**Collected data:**
· · · · · · ·
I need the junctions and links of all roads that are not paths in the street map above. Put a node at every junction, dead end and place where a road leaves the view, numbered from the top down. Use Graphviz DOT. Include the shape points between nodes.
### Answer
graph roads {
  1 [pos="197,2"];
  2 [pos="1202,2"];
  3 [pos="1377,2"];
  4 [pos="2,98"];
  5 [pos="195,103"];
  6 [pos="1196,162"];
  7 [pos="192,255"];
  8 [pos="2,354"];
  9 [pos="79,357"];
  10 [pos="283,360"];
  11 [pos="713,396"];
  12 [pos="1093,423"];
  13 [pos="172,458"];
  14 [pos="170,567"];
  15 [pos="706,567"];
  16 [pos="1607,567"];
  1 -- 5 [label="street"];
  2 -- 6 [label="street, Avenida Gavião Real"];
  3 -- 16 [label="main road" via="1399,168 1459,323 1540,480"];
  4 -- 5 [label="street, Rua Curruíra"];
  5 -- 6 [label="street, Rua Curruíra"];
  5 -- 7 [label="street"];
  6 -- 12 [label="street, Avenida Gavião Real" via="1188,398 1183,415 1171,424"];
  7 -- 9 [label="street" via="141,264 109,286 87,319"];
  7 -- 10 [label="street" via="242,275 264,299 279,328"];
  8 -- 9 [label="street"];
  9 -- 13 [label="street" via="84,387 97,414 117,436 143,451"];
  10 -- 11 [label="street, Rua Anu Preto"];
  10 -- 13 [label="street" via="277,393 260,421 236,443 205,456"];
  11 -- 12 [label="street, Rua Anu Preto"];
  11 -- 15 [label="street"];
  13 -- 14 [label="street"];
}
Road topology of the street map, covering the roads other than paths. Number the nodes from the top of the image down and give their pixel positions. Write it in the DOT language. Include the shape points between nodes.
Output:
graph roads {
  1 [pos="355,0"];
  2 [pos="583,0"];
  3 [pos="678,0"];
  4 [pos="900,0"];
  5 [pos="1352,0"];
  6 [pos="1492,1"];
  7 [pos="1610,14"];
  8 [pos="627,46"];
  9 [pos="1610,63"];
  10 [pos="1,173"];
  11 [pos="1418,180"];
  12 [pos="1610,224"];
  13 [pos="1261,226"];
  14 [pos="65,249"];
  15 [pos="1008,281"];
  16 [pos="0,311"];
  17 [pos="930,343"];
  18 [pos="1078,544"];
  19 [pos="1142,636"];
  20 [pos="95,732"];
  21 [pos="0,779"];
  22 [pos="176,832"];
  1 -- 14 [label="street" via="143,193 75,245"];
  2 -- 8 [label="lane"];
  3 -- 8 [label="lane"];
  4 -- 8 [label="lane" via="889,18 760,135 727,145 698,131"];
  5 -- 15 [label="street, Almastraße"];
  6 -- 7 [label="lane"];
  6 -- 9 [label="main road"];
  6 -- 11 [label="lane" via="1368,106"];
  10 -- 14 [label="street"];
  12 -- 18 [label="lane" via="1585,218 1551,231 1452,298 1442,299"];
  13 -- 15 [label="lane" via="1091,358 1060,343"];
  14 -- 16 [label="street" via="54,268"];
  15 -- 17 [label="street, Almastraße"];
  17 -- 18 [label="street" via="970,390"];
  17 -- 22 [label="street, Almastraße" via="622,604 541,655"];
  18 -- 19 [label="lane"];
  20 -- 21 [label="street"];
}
· · · · · · ·
**Assignment:** The answer should reproduce all of the data without any alteration.

**Response to the task:**
I need the junctions and links of all roads that are not paths in the street map above. Put a node at every junction, dead end and place where a road leaves the view, numbered from the top down. Use Graphviz DOT. Include the shape points between nodes.
### Answer
graph roads {
  1 [pos="197,2"];
  2 [pos="1202,2"];
  3 [pos="1377,2"];
  4 [pos="2,98"];
  5 [pos="195,103"];
  6 [pos="1196,162"];
  7 [pos="192,255"];
  8 [pos="2,354"];
  9 [pos="79,357"];
  10 [pos="283,360"];
  11 [pos="713,396"];
  12 [pos="1093,423"];
  13 [pos="172,458"];
  14 [pos="170,567"];
  15 [pos="706,567"];
  16 [pos="1607,567"];
  1 -- 5 [label="street"];
  2 -- 6 [label="street, Avenida Gavião Real"];
  3 -- 16 [label="main road" via="1399,168 1459,323 1540,480"];
  4 -- 5 [label="street, Rua Curruíra"];
  5 -- 6 [label="street, Rua Curruíra"];
  5 -- 7 [label="street"];
  6 -- 12 [label="street, Avenida Gavião Real" via="1188,398 1183,415 1171,424"];
  7 -- 9 [label="street" via="141,264 109,286 87,319"];
  7 -- 10 [label="street" via="242,275 264,299 279,328"];
  8 -- 9 [label="street"];
  9 -- 13 [label="street" via="84,387 97,414 117,436 143,451"];
  10 -- 11 [label="street, Rua Anu Preto"];
  10 -- 13 [label="street" via="277,393 260,421 236,443 205,456"];
  11 -- 12 [label="street, Rua Anu Preto"];
  11 -- 15 [label="street"];
  13 -- 14 [label="street"];
}
Road topology of the street map, covering the roads other than paths. Number the nodes from the top of the image down and give their pixel positions. Write it in the DOT language. Include the shape points between nodes.
Output:
graph roads {
  1 [pos="355,0"];
  2 [pos="583,0"];
  3 [pos="678,0"];
  4 [pos="900,0"];
  5 [pos="1352,0"];
  6 [pos="1492,1"];
  7 [pos="1610,14"];
  8 [pos="627,46"];
  9 [pos="1610,63"];
  10 [pos="1,173"];
  11 [pos="1418,180"];
  12 [pos="1610,224"];
  13 [pos="1261,226"];
  14 [pos="65,249"];
  15 [pos="1008,281"];
  16 [pos="0,311"];
  17 [pos="930,343"];
  18 [pos="1078,544"];
  19 [pos="1142,636"];
  20 [pos="95,732"];
  21 [pos="0,779"];
  22 [pos="176,832"];
  1 -- 14 [label="street" via="143,193 75,245"];
  2 -- 8 [label="lane"];
  3 -- 8 [label="lane"];
  4 -- 8 [label="lane" via="889,18 760,135 727,145 698,131"];
  5 -- 15 [label="street, Almastraße"];
  6 -- 7 [label="lane"];
  6 -- 9 [label="main road"];
  6 -- 11 [label="lane" via="1368,106"];
  10 -- 14 [label="street"];
  12 -- 18 [label="lane" via="1585,218 1551,231 1452,298 1442,299"];
  13 -- 15 [label="lane" via="1091,358 1060,343"];
  14 -- 16 [label="street" via="54,268"];
  15 -- 17 [label="street, Almastraße"];
  17 -- 18 [label="street" via="970,390"];
  17 -- 22 [label="street, Almastraße" via="622,604 541,655"];
  18 -- 19 [label="lane"];
  20 -- 21 [label="street"];
}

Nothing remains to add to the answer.